Richard L. Mabry, M.D.: What the Doctor Ordered

Richard L. Mabry, M.D.: What the Doctor Ordered

(November 2011)
C.J. Darlington
Dr. Richard Mabry almost gave up on writing.

Even though he’d successfully published his nonfiction work The Tender Scar: Life After the Death of a Spouse, and he felt God leading him to write, when the rejections piled up he decided he was misinterpreting the call. Only what he calls “pure stubbornness” kept him going.

Mabry wrote three novels before his first medical thriller Code Blue was published by Abingdon. Now he’s hit his stride and book four in the Prescription for Trouble series, Lethal Remedy, is hot off the press.
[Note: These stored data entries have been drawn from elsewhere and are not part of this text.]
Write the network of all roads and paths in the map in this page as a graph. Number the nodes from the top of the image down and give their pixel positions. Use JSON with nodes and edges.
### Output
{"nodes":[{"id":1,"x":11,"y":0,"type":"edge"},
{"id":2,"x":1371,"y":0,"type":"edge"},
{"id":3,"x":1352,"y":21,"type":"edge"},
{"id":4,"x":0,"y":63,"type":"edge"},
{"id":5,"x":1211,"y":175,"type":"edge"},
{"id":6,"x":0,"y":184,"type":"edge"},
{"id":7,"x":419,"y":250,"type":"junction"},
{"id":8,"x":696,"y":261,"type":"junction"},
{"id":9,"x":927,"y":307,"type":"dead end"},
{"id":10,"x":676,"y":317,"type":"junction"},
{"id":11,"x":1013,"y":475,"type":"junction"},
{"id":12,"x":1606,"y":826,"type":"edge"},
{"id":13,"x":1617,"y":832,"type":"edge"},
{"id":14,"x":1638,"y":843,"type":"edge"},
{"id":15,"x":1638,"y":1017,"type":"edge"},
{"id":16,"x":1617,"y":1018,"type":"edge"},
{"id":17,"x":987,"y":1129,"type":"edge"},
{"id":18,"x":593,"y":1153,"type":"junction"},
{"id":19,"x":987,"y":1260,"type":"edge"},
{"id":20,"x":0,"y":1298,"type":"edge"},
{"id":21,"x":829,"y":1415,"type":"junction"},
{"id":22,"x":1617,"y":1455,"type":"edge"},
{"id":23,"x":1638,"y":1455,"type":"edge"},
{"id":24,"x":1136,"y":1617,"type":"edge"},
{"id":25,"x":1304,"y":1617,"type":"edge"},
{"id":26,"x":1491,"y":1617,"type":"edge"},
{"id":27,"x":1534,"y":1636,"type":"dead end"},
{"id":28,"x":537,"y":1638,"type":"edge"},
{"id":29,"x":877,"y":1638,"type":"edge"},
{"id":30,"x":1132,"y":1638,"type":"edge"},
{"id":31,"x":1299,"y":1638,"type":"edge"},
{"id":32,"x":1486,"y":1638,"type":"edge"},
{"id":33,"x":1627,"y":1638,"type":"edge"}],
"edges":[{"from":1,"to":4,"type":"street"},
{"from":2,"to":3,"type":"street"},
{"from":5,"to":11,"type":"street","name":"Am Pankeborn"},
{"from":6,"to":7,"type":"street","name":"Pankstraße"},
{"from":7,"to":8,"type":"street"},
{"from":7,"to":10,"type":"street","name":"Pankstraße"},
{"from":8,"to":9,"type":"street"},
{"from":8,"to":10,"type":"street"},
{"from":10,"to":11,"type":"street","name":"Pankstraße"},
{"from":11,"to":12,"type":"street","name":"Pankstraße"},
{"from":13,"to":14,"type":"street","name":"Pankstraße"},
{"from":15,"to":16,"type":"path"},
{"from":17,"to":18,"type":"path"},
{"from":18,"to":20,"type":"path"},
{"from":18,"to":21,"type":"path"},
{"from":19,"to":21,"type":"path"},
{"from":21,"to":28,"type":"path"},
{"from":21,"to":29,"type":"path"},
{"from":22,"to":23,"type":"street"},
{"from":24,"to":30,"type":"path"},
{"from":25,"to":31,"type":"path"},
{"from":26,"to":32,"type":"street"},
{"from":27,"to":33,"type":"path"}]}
“During my 36 years of medical practice, 10 of them as a medical school professor, I participated in several research projects,” Mabry says. “I also served as a consultant to several pharmaceutical firms. Although I never observed any of this, I sometimes read about research that had been fabricated for various reasons.

“I began wondering what some of the consequences might be if ‘doctored’ research results were used to push a sorely needed drug onto the market without adequate safeguards. That was the beginning of Lethal Remedy.” It’s a chilling idea, and Mabry is glad real-life pharmaceutical companies and doctors don’t behave like their fictional counterparts.

“Staph luciferus, the devil’s staph, is something else I concocted for this story,” Mabry says. “I wanted to move beyond the current group of resistant bacteria to something against which there would only be one possible answer, a drug with potential side effects that have been hidden along the way.

“Since, like most doctors, I was familiar with the resistant strains of bacteria, all I had to do was choose an evil-sounding name and give it even worse characteristics. Through this story I want my readers to see how my characters handle adversity, and the effect of their dependence on their Christian faith.”